ROUND 5: At 3:55PM, five minutes before closing time, we receive a call. She tells us to come in the next day to submit our details that will be sent to her boss. All could have been given the day prior.
ROUND 6: Denied again. There is no way we will get it unless we have a Kenyan permit. It was an awful phone call.
ROUND 7: We consider leaving the Troopy and flying to Ethiopia. The return flights would be $700. The idea being: fly in, get a multiple-entry visa, and then fly back to Nairobi with the visa. The Ethiopia embassy in Australia say we can “definitely” get a multiple entry visa. It would be a big expense gambled if this is not the case so we ask our Australian embassy in Addis to confirm this with airport immigration. We are told “You can not get a multi-entry visa”. Another dead end.

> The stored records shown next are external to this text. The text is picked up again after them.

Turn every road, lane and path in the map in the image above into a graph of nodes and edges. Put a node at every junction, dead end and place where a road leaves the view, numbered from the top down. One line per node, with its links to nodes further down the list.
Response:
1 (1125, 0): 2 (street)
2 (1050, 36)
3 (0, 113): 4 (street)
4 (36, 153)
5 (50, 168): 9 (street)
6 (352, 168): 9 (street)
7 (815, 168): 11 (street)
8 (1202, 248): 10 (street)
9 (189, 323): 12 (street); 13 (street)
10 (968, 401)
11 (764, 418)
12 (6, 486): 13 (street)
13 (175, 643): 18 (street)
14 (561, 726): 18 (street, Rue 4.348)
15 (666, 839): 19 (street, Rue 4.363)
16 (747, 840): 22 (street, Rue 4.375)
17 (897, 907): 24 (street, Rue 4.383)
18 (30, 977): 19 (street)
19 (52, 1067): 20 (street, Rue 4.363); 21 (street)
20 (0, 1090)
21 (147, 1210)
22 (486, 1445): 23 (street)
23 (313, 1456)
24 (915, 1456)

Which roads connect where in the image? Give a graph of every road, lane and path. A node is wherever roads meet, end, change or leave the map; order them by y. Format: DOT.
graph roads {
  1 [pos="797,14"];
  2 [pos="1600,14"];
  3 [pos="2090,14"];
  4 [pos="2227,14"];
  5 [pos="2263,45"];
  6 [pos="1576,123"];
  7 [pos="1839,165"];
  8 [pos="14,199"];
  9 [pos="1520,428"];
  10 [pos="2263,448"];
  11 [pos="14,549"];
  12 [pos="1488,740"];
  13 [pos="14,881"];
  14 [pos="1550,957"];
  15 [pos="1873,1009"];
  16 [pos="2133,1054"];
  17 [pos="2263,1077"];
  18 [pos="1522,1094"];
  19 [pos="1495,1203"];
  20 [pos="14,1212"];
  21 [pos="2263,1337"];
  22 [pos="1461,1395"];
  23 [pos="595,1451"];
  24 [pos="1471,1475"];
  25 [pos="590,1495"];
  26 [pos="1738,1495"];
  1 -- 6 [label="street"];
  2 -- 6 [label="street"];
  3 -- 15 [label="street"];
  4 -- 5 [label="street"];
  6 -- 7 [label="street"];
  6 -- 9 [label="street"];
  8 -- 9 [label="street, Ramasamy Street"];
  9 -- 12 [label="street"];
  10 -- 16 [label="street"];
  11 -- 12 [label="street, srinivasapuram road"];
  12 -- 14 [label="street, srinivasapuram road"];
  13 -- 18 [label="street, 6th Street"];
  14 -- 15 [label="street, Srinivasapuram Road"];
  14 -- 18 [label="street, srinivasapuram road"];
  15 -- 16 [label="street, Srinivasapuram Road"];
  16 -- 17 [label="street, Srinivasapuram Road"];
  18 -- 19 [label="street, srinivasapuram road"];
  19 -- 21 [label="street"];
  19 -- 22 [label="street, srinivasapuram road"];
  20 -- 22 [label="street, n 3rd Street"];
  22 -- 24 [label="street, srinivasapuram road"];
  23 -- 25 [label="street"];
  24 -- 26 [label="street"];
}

^ Arriving before the embassy opens
^ Inside the Ethiopian embassy. This looks posed but it’s not. This was the morning we hung about waiting for 5 hours. The head office in Addis called her this day to say they should issue our visa, but the Head Consul wanted another phone call from someone higher up.
^ At least we had a nice place to pass the time while waiting.
^ Sorting out all our paperwork, in a bit of a tired and frustrated state
^ When the weather matches your mood
During all of this we had contact with the Australian embassy in Nairobi and Addis. We exhausted all options as quickly as possible. It was very frustrating. Other overlanders turned up after us and benefited from our week of jumping through hoops. It’s sad to say, but I think because there were so many of us wanting the visa at the same time (6 all up) it meant that the rules could not be flexed. We were all denied.
Our last resort was to send our passports home to Australia. We knew this all along, but never thought it would eventuate and kept hanging on the hope given to us by various embassies. So, after 2.5 weeks in Kenya of sickness and red tape we had no onwards visas. What were we to do?